__Exercise aim__.
Restate word for word the entries below, starting with the line with "middle pip: (733, 974)" and continuing through the line with "middle dip: (1283, 915)". Include both of those lines and no others.

:: Records for this task

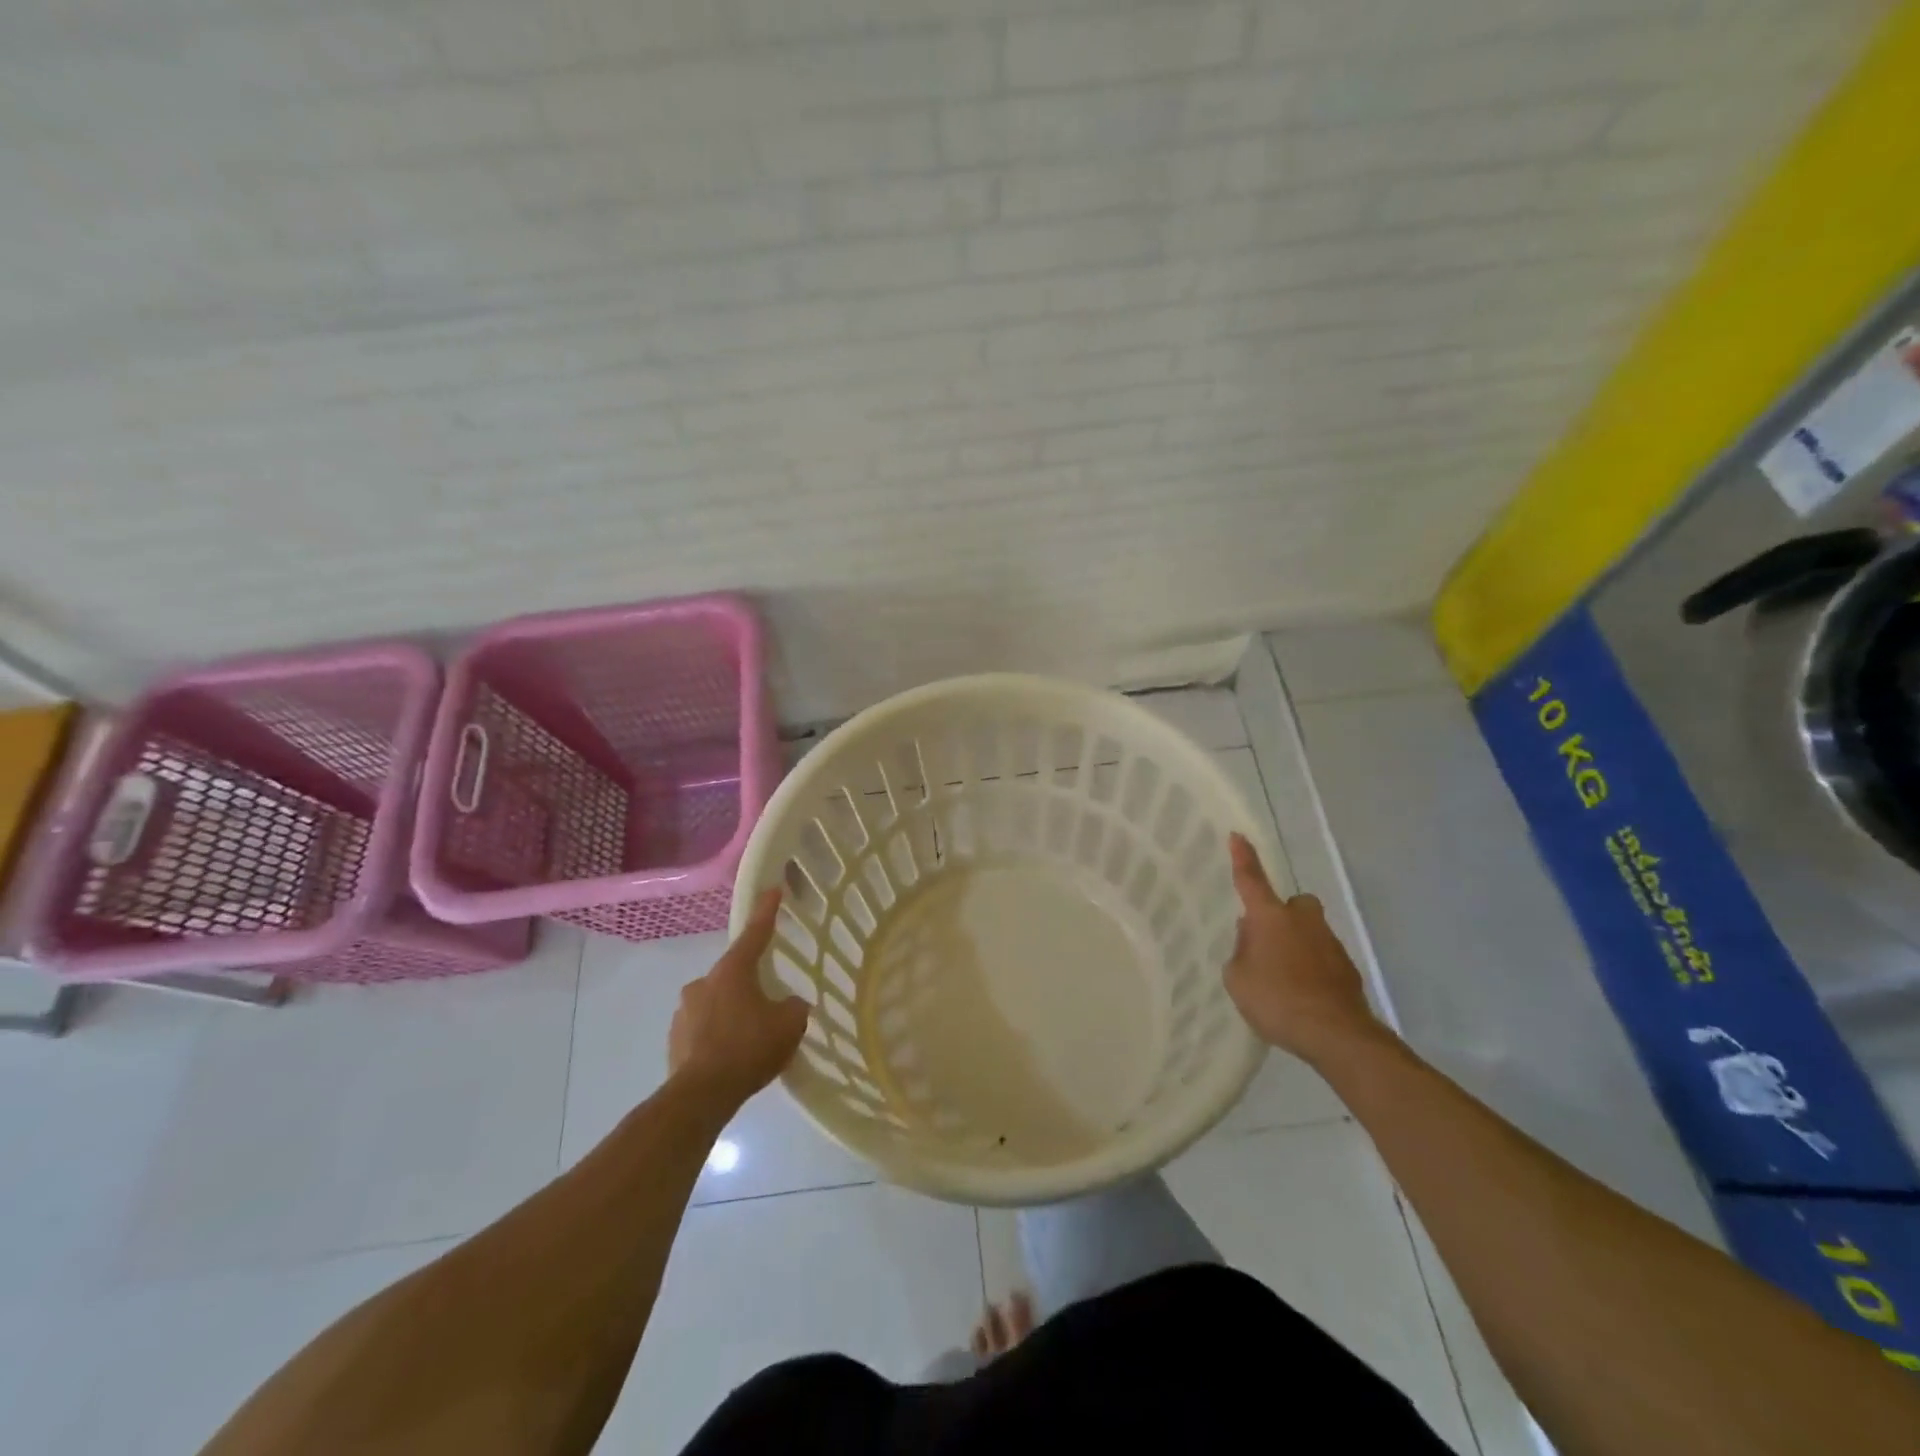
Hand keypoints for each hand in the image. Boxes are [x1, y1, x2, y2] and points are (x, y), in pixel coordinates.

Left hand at [668, 889, 809, 1106]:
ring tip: (749, 1038)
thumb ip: (794, 1007)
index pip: (755, 933)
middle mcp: (704, 982)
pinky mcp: (674, 1039)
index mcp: (733, 970)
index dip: (767, 911)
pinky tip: (731, 1056)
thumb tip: (789, 1004)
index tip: (773, 889)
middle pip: (733, 974)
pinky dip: (717, 1035)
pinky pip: (703, 1028)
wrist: (700, 1096)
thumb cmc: (748, 1049)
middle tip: (768, 1004)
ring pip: (716, 1002)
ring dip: (731, 1012)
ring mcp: (684, 1011)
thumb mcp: (789, 1025)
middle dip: (749, 984)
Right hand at [1223, 833, 1383, 1063]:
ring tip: (1283, 980)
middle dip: (1283, 915)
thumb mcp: (1237, 978)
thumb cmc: (1277, 1000)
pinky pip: (1322, 958)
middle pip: (1293, 905)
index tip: (1238, 835)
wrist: (1336, 1034)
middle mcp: (1302, 921)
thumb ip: (1241, 952)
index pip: (1251, 880)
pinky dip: (1313, 969)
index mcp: (1270, 917)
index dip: (1243, 858)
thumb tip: (1252, 939)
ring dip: (1297, 945)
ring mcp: (1330, 943)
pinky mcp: (1347, 968)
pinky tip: (1302, 996)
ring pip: (1309, 932)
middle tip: (1268, 941)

::::

__Solution to this task__.
middle pip: (733, 974)
pinky dip: (717, 1035)
pinky pip: (703, 1028)
wrist: (700, 1096)
thumb cmc: (748, 1049)
middle tip: (768, 1004)
ring pip: (716, 1002)
ring dip: (731, 1012)
ring mcp: (684, 1011)
thumb mcp: (789, 1025)
middle dip: (749, 984)
Right hand at [1223, 833, 1383, 1063]:
ring tip: (1283, 980)
middle dip: (1283, 915)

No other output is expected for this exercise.